▸ **INSTRUCTIONS FOR THE TASK**
Which lines of the records below contain the word "street"? Copy each of them out.
----------------------------------------
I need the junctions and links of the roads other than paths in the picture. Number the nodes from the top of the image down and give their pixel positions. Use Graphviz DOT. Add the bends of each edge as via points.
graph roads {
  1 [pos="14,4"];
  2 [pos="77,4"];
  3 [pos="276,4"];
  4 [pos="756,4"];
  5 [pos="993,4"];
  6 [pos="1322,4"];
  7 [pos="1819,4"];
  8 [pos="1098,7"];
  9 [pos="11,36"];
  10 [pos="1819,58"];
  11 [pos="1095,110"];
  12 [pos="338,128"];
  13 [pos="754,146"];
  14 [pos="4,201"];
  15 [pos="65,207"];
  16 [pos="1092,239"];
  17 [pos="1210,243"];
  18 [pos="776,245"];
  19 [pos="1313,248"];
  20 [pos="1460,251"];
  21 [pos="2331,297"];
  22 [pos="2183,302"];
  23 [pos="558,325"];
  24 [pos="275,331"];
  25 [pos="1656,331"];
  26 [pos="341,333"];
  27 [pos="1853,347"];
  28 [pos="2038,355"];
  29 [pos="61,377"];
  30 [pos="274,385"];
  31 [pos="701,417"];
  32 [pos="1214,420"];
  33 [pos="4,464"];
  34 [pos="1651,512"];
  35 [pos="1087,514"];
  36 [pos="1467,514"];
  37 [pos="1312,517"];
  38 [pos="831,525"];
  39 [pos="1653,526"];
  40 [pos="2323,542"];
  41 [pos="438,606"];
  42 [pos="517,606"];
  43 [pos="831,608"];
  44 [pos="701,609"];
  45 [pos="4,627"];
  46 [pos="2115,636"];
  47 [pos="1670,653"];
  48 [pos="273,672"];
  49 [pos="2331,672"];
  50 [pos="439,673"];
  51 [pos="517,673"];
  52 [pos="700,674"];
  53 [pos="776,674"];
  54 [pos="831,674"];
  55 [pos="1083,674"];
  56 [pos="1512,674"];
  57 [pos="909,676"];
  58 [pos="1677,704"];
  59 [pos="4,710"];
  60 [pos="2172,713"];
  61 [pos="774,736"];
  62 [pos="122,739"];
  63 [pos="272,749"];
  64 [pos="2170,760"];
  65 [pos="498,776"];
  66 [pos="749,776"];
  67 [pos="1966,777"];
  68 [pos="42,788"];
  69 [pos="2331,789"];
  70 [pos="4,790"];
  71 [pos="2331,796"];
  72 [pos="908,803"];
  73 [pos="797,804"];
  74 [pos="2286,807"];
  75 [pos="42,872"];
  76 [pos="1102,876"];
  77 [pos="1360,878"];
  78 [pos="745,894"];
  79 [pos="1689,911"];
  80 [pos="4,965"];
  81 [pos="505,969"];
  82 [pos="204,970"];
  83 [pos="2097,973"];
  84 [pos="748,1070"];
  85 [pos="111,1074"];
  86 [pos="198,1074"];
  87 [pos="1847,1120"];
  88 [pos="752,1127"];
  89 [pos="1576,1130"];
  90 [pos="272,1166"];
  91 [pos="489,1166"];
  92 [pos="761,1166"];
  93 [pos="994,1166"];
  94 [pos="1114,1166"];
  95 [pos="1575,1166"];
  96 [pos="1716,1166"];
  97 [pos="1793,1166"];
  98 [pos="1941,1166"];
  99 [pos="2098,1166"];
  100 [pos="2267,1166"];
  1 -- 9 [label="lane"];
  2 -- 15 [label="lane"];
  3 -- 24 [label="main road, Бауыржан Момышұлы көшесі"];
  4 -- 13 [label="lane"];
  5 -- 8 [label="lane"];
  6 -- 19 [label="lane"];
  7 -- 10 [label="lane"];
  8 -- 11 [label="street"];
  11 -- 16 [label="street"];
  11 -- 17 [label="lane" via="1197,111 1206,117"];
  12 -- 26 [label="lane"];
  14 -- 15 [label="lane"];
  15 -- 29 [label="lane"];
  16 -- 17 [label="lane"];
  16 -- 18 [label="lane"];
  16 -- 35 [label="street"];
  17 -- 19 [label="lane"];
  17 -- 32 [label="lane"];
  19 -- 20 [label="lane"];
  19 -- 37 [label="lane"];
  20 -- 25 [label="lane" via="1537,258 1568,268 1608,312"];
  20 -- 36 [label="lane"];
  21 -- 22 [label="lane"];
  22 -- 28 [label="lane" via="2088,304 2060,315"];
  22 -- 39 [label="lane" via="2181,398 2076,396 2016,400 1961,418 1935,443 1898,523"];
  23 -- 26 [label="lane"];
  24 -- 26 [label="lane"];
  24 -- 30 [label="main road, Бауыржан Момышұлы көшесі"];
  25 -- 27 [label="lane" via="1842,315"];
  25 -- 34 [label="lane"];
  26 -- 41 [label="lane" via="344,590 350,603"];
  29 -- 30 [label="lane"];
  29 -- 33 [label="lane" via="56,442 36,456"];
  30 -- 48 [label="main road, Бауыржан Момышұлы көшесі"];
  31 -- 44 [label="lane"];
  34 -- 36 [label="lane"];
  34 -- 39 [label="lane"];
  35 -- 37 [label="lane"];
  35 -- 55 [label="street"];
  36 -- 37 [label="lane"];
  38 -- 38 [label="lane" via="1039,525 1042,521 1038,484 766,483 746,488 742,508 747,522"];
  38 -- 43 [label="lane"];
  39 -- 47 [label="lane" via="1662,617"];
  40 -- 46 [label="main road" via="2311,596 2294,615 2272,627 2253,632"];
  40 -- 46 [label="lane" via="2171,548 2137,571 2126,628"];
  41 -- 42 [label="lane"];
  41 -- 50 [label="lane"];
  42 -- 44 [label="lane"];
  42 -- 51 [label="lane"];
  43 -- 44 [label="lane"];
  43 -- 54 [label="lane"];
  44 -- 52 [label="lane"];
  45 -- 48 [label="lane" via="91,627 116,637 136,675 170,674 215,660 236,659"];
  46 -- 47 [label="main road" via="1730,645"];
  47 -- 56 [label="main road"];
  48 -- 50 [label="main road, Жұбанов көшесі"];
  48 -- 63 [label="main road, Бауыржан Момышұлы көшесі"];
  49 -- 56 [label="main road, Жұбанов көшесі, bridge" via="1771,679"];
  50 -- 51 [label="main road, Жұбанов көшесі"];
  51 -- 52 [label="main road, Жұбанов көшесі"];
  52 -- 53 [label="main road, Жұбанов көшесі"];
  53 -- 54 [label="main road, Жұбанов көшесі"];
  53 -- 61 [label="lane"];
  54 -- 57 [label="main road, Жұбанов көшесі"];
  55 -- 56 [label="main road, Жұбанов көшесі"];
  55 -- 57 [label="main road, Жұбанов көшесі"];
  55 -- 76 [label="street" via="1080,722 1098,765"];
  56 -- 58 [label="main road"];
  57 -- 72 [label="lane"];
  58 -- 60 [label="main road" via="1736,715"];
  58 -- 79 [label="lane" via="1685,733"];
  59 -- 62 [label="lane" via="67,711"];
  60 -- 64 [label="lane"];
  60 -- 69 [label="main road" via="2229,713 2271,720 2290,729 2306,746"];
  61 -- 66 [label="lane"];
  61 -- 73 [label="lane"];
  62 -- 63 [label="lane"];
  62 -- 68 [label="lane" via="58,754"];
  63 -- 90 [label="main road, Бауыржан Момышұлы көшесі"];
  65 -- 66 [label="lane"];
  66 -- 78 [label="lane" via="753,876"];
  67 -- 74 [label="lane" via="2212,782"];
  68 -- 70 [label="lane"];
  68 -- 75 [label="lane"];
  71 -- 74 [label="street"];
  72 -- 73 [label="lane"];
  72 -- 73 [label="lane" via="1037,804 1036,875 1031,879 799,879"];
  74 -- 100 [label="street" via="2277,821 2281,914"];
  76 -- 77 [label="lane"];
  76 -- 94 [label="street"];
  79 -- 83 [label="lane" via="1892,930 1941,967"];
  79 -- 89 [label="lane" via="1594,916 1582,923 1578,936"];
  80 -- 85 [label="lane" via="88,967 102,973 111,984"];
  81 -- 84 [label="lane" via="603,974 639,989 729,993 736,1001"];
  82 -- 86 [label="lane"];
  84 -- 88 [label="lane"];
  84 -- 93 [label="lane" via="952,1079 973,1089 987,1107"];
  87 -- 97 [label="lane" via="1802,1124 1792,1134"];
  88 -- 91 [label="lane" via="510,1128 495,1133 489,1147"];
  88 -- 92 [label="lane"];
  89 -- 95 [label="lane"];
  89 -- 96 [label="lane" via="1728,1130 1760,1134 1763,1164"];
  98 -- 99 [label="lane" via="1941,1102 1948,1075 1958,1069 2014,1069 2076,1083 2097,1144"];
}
----------------------------------------
▸ **WRITTEN RESPONSE**
  8 -- 11 [label="street"];
  11 -- 16 [label="street"];
  16 -- 35 [label="street"];
  35 -- 55 [label="street"];
  55 -- 76 [label="street" via="1080,722 1098,765"];
  71 -- 74 [label="street"];
  74 -- 100 [label="street" via="2277,821 2281,914"];
  76 -- 94 [label="street"];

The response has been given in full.